See prior Signpost coverage and this issue's In the media.

Section 230 of the United States Communications Decency Act[1] is a federal statute made effective in February 1996. While a detailed explanation of all that it meant then, now, in between, and to the major political players of the last few years would make for quite thick reading, the section itself is quite short:

Of course, the First Amendment of the United States Constitution (and a little over two hundred years of subsequent jurisprudence) say in plain terms that "Congress shall make no law respecting an establishment of religion, or prohibiting the free exercise thereof; or abridging the freedom of speech, or of the press; or the right of the people peaceably to assemble, and to petition the Government for a redress of grievances".[2] However, the Internet occupies a unique place in law, as a decentralized structure in which messages are conveyed between users by intermediaries; Section 230 ensures that those organizations which provide the infrastructure for posting need not individually consider the content of each message being conveyed.

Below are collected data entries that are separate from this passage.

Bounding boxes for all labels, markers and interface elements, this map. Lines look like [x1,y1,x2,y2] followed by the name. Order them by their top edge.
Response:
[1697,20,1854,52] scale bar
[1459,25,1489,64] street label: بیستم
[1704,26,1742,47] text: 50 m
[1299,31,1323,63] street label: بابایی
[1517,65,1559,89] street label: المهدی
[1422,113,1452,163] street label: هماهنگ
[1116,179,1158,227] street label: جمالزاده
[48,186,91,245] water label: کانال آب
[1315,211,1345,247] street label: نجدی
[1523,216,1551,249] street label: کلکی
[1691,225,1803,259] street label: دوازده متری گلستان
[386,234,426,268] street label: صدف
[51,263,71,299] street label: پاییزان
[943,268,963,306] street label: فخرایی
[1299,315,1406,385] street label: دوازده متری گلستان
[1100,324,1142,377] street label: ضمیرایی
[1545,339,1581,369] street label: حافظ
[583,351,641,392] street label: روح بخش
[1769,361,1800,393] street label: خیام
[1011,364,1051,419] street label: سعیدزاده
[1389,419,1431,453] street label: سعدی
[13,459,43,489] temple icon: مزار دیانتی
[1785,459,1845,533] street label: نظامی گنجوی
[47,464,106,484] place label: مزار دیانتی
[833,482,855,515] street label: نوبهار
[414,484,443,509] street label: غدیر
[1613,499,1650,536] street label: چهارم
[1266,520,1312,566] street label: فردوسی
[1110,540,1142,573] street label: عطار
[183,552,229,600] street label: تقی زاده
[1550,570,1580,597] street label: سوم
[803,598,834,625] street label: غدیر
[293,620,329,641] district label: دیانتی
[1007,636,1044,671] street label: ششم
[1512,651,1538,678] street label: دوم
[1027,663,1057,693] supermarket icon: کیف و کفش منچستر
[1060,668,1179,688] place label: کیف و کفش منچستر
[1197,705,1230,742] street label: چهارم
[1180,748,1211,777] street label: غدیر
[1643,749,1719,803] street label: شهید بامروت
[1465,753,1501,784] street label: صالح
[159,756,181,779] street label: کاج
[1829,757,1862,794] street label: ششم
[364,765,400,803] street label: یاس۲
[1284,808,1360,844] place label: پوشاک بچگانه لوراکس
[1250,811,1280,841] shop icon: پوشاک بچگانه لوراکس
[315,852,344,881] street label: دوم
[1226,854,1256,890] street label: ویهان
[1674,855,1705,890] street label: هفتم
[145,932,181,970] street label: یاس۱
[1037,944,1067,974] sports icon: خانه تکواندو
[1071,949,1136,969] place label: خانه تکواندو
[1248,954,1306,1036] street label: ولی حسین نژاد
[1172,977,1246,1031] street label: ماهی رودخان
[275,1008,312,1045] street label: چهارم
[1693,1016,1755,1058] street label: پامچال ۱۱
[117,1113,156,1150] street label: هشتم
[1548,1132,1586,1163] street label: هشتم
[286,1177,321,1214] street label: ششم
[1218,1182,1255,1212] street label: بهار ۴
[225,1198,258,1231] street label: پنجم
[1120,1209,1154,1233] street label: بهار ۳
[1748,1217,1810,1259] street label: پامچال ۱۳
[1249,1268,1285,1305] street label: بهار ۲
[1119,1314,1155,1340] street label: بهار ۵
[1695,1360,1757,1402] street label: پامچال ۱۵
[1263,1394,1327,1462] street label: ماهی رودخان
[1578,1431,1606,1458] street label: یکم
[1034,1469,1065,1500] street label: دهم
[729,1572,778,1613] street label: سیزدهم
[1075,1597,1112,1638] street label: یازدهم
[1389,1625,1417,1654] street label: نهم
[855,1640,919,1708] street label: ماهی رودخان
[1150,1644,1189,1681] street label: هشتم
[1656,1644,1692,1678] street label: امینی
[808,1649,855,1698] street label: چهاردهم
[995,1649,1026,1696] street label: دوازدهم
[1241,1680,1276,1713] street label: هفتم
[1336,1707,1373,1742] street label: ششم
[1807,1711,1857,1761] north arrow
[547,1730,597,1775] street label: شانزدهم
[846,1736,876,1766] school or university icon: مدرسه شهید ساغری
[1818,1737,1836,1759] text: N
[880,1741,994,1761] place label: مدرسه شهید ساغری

Prior to this, it was an open question whether websites themselves could be held liable for their users having made defamatory, tortious, or outright illegal posts (in addition to the users themselves). In fact, the case that prompted its creation was Stratton Oakmont, Inc. v. Prodigy Services Co. (yes, that Stratton Oakmont), which held that a hosting provider was legally liable for an anonymous user's defamation of a businessman. In this case, the fact that Prodigy had exerted any editorial control over the message board (including deleting posts for being spam, off-topic or just plain dumb) meant that they assumed the role of a publisher and were therefore responsible for whatever posts they didn't delete.

By permitting websites to serve content without their operators being exposed to lawsuits every time someone posted bad on them, the gates were opened to the modern web: Section 230 has been referred to as the "twenty-six words that created the Internet". But lately, things have been popping entirely off.

Popping off

In the last few years, it has become the subject of much political controversy; numerous challenges to websites' immunity under the section have come from many directions. For example, a bill in 2021 seeking to strip protections from sites whose recommendation algorithms served objectionable content was sponsored by Democratic congressman Frank Pallone, who alleged that current interpretations of the bill allowed social media companies to profit from "elevating disinformation and extremism". And in 2020, a Republican bill sought to enforce websites' compliance with government-created standards of "objectively reasonable" content removal, with senator Marsha Blackburn calling such changes necessary to "[bring] liability protections into the modern era".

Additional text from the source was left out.